Bound morphemes require other morphemes to make sense. Therefore, a bound morpheme is either a root or an affix. Roots can be both bound morphemes and free morphemes. Roots are just the remnants after all affixes have been removed. If the remnant root doesn't make sense on its own, then it is a bound root. If it does make sense, it is a word, and a free morpheme. Examples of bound roots are -ceive and sci-.
Affixes are additions to a word, either at the front (prefix), end (suffix), in the middle (infix), around (circumfix), at multiple places (transfix). These additions may take the form of one or multiple phoneme changes (simulfix), the full or partial, identical or similar, duplication of a root/stem/word (duplifix) or the removal of a part of the word (disfix).
The derivational affixes modify the word's meaning. Examples include pre-, post-, dys- and mal-.
The inflectional affixes modify the grammatical properties of the word, such as a verb's tense, aspect, person, mood or number, or a noun/adjective/pronoun's number, gender or case. According to Wikipedia, affixes that change the class of a word (comprised of nominal, verbal, adjectival and adverbial affixes) are a part of the derivational affixes. This doesn't quite make sense to me, as I thought a word's class was a grammatical property.

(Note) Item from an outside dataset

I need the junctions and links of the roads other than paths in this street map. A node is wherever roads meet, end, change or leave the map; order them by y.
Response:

Empty morphemes are phonemes that add no meaning to the word. If an empty morpheme is also an infix, the morpheme is called an interfix. All examples of empty morphemes in the English language that I know of are interfixes: -o- in speedometer, -u- in factual and -u- in sensual. Given how a morpheme is the smallest meaningful unit of language, it seems like empty morphemes are by definition not morphemes. Yet, Wikipedia's article on Bound and free morphemes mentions empty morphemes. In Norwegian, there is sometimes an empty morpheme in between two words, like in arbeidsliv (arbeid [work] + s + liv [life]). This happens in German too. However, in all these cases, the interfixes would be better described as a phoneme, and not a type of morpheme. How come anyone bothered coining the term "empty morpheme"?

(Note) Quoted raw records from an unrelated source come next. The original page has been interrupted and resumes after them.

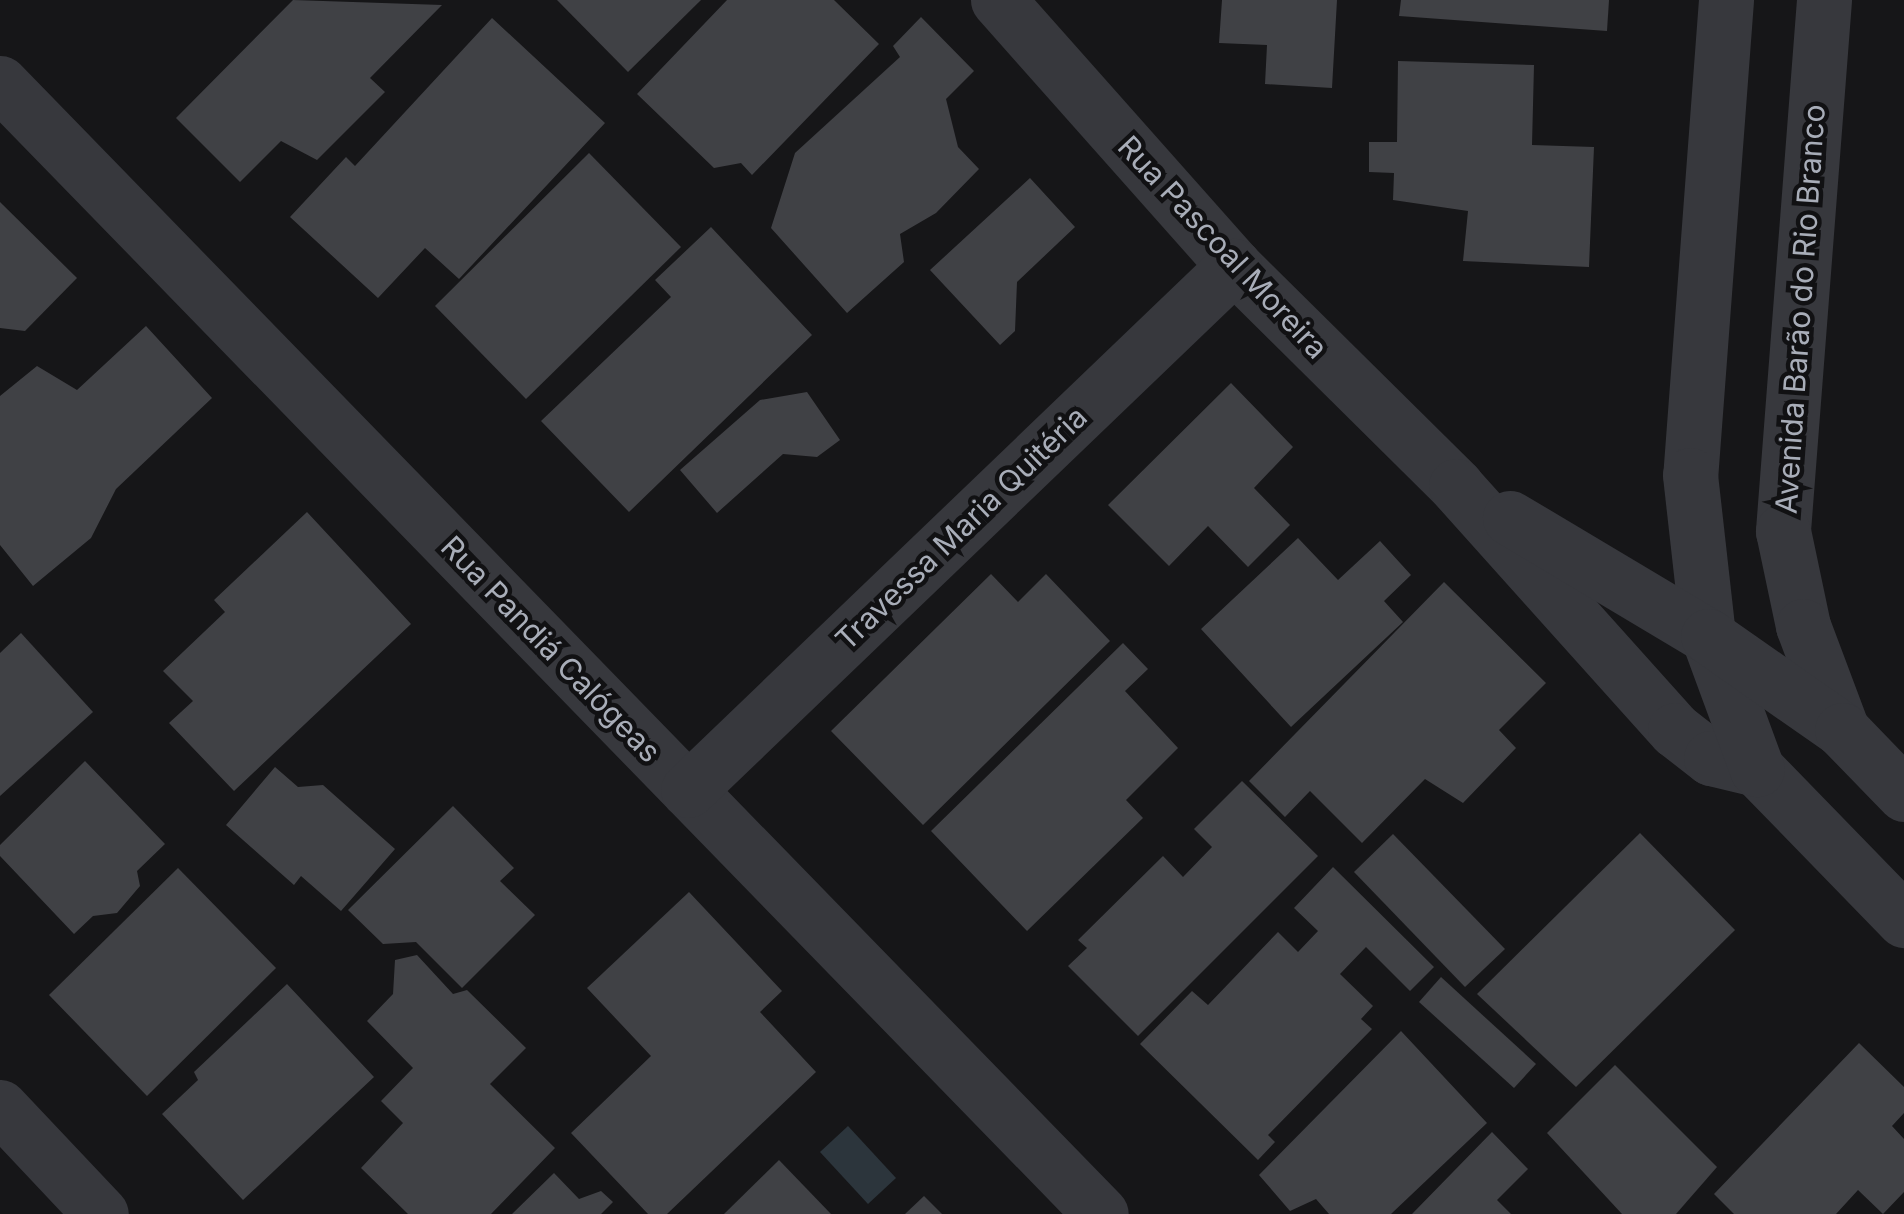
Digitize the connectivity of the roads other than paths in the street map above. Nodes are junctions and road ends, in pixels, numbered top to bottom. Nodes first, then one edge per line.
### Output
1 (998, 0) edge
2 (1726, 0) edge
3 (1824, 0) edge
4 (0, 83) edge
5 (1234, 266) junction
6 (1456, 486) junction
7 (1708, 636) junction
8 (1842, 730) junction
9 (1757, 770) junction
10 (688, 790) junction
11 (1904, 794) edge
12 (1904, 920) edge
13 (0, 1107) edge
14 (102, 1214) edge
15 (1101, 1214) edge

1 - 5 street, Rua Pascoal Moreira
2 - 7 street
3 - 8 street, Avenida Barão do Rio Branco
4 - 10 street, Rua Pandiá Calógeas
5 - 6 street, Rua Pascoal Moreira
5 - 10 street, Travessa Maria Quitéria
6 - 7 street, Rua Pascoal Moreira
6 - 9 street, Rua Pascoal Moreira
7 - 8 street, Rua Pascoal Moreira
7 - 9 street
8 - 11 street, Rua Pascoal Moreira
9 - 12 street
10 - 15 street, Rua Pandiá Calógeas
13 - 14 street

Null morphemes are morphemes without phonemic content. In English, there is no affix for words that are singular. No visible or audible affix, that is. There has been conceptualized an affix, or a null morpheme. For example, dogs can be divided up into dog + s, the s being the inflectional morpheme that changes the root's number. However, dog could be divided into dog + /Ø/, the /Ø/ being an unpronounced and unwritten morpheme that may only exist in the average person's subconscious conceptualization of words and the linguistically educated person's subconscious and conscious conceptualization of words.

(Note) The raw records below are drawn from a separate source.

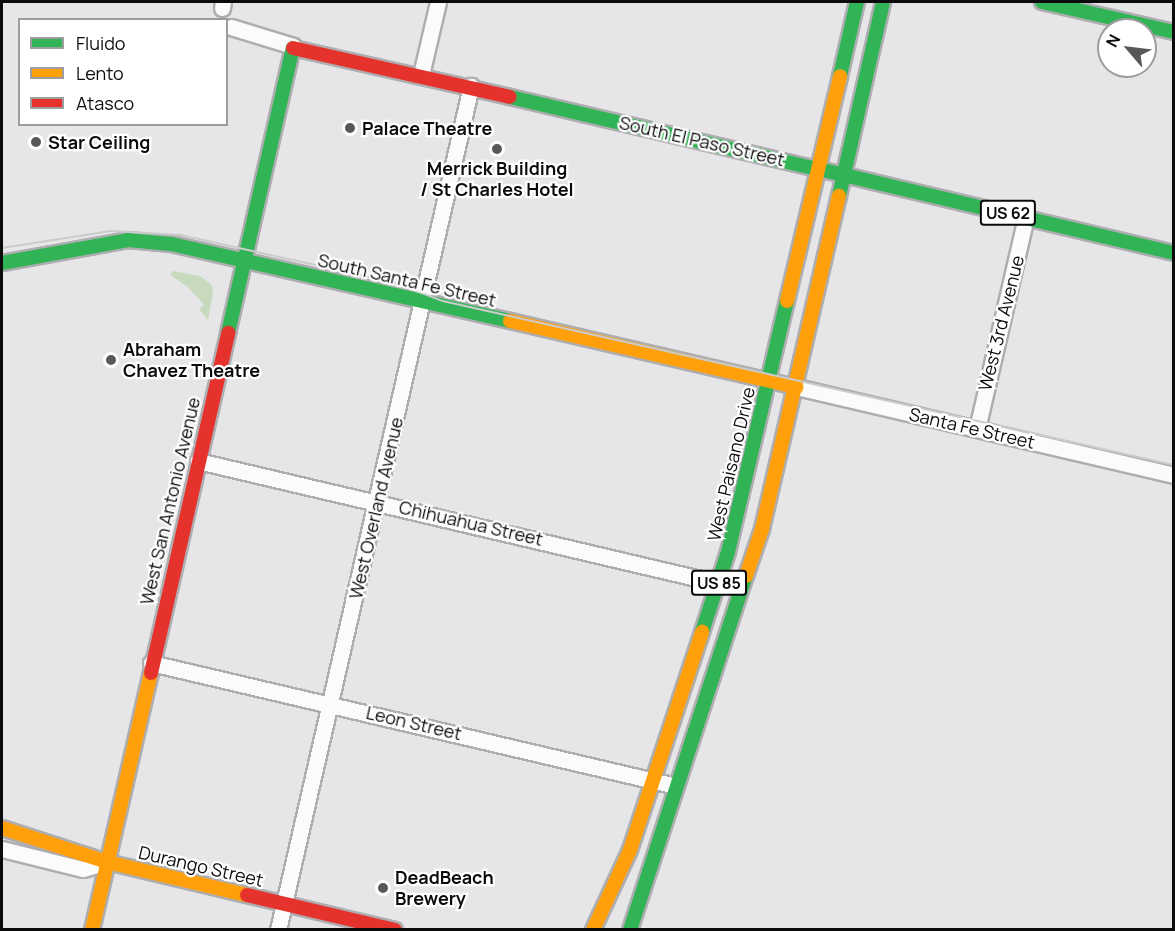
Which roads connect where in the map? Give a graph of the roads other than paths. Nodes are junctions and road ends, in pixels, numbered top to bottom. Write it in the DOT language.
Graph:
graph roads {
  1 [pos="438,2"];
  2 [pos="857,2"];
  3 [pos="883,2"];
  4 [pos="1042,2"];
  5 [pos="1076,5"];
  6 [pos="231,27"];
  7 [pos="1173,32"];
  8 [pos="293,46"];
  9 [pos="421,75"];
  10 [pos="471,86"];
  11 [pos="818,169"];
  12 [pos="843,174"];
  13 [pos="1026,217"];
  14 [pos="1173,253"];
  15 [pos="243,260"];
  16 [pos="2,263"];
  17 [pos="423,302"];
  18 [pos="769,381"];
  19 [pos="796,387"];
  20 [pos="977,429"];
  21 [pos="198,461"];
  22 [pos="1173,475"];
  23 [pos="378,502"];
  24 [pos="719,582"];
  25 [pos="743,589"];
  26 [pos="151,663"];
  27 [pos="331,704"];
  28 [pos="651,780"];
  29 [pos="676,786"];
  30 [pos="2,828"];
  31 [pos="2,849"];
  32 [pos="107,862"];
  33 [pos="284,904"];
  34 [pos="92,930"];
  35 [pos="279,930"];
  36 [pos="395,930"];
  37 [pos="593,930"];
  38 [pos="630,930"];
  1 -- 9 [label="street"];
  2 -- 11 [label="main road, West Paisano Drive"];
  3 -- 12 [label="main road"];
  4 -- 5 [label="main road"];
  5 -- 7 [label="main road"];
  6 -- 8 [label="street, South El Paso Street"];
  8 -- 9 [label="main road, South El Paso Street"];
  8 -- 15 [label="main road, West San Antonio Avenue"];
  9 -- 10 [label="main road, South El Paso Street"];
  10 -- 11 [label="main road, South El Paso Street"];
  10 -- 17 [label="street, West Overland Avenue"];
  11 -- 12 [label="main road, South El Paso Street"];
  11 -- 18 [label="main road, West Paisano Drive / US 85"];
  12 -- 13 [label="main road, South El Paso Street / US 62"];
  12 -- 19 [label="main road, US 85"];
  13 -- 14 [label="main road, South El Paso Street / US 62"];
  13 -- 20 [label="street, West 3rd Avenue"];
  15 -- 16 [label="main road, South Santa Fe Street"];
  15 -- 17 [label="main road, South Santa Fe Street"];
  15 -- 21 [label="main road, West San Antonio Avenue"];
  17 -- 18 [label="main road, South Santa Fe Street"];
  17 -- 23 [label="street, West Overland Avenue"];
  18 -- 19 [label="main road, Santa Fe Street"];
  18 -- 24 [label="main road, West Paisano Drive / US 85"];
  19 -- 20 [label="street, Santa Fe Street"];
  19 -- 25 [label="main road, US 85"];
  20 -- 22 [label="street, Santa Fe Street"];
  21 -- 23 [label="street, Chihuahua Street"];
  21 -- 26 [label="main road, West San Antonio Avenue"];
  23 -- 24 [label="street, Chihuahua Street"];
  23 -- 27 [label="street, West Overland Avenue"];
  24 -- 25 [label="street, Chihuahua Street"];
  24 -- 28 [label="main road, West Paisano Drive / US 85"];
  25 -- 29 [label="main road, US 85"];
  26 -- 27 [label="street, Leon Street"];
  26 -- 32 [label="main road, West San Antonio Avenue"];
  27 -- 28 [label="street, Leon Street"];
  27 -- 33 [label="street, West Overland Avenue"];
  28 -- 29 [label="street, Leon Street"];
  28 -- 37 [label="main road, West Paisano Drive / US 85"];
  29 -- 38 [label="main road, US 85"];
  30 -- 32 [label="main road, Durango Street"];
  31 -- 32 [label="street"];
  32 -- 33 [label="main road, Durango Street"];
  32 -- 34 [label="main road, West San Antonio Avenue"];
  33 -- 35 [label="street, West Overland Avenue"];
  33 -- 36 [label="main road, Durango Street"];
}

Now, another way of dividing up morphemes is into lexical morphemes and grammatical morphemes, also called content morphemes and functional morphemes, which is confusing due to the categories of content words and functional words. This confusion is the biggest component of uncertainty in my understanding of morpheme typology. This is how this other categorization looks.
The category of empty morphemes doesn't really have a place on this diagram because they neither have meaning nor a grammatical purpose. If they should exist on the first diagram is debatable in the first place.
So, the questions I am left with are these: Are the two featured categorizations correct? Why aren't class-changing affixes regarded as inflectional affixes? What is really the fundamental difference between a bound root and an affix? They are both units of meaning that require other morphemes to make sense; why is one considered a root and the other not? Why are "empty morphemes" a thing when they don't comply with the definition of morphemes?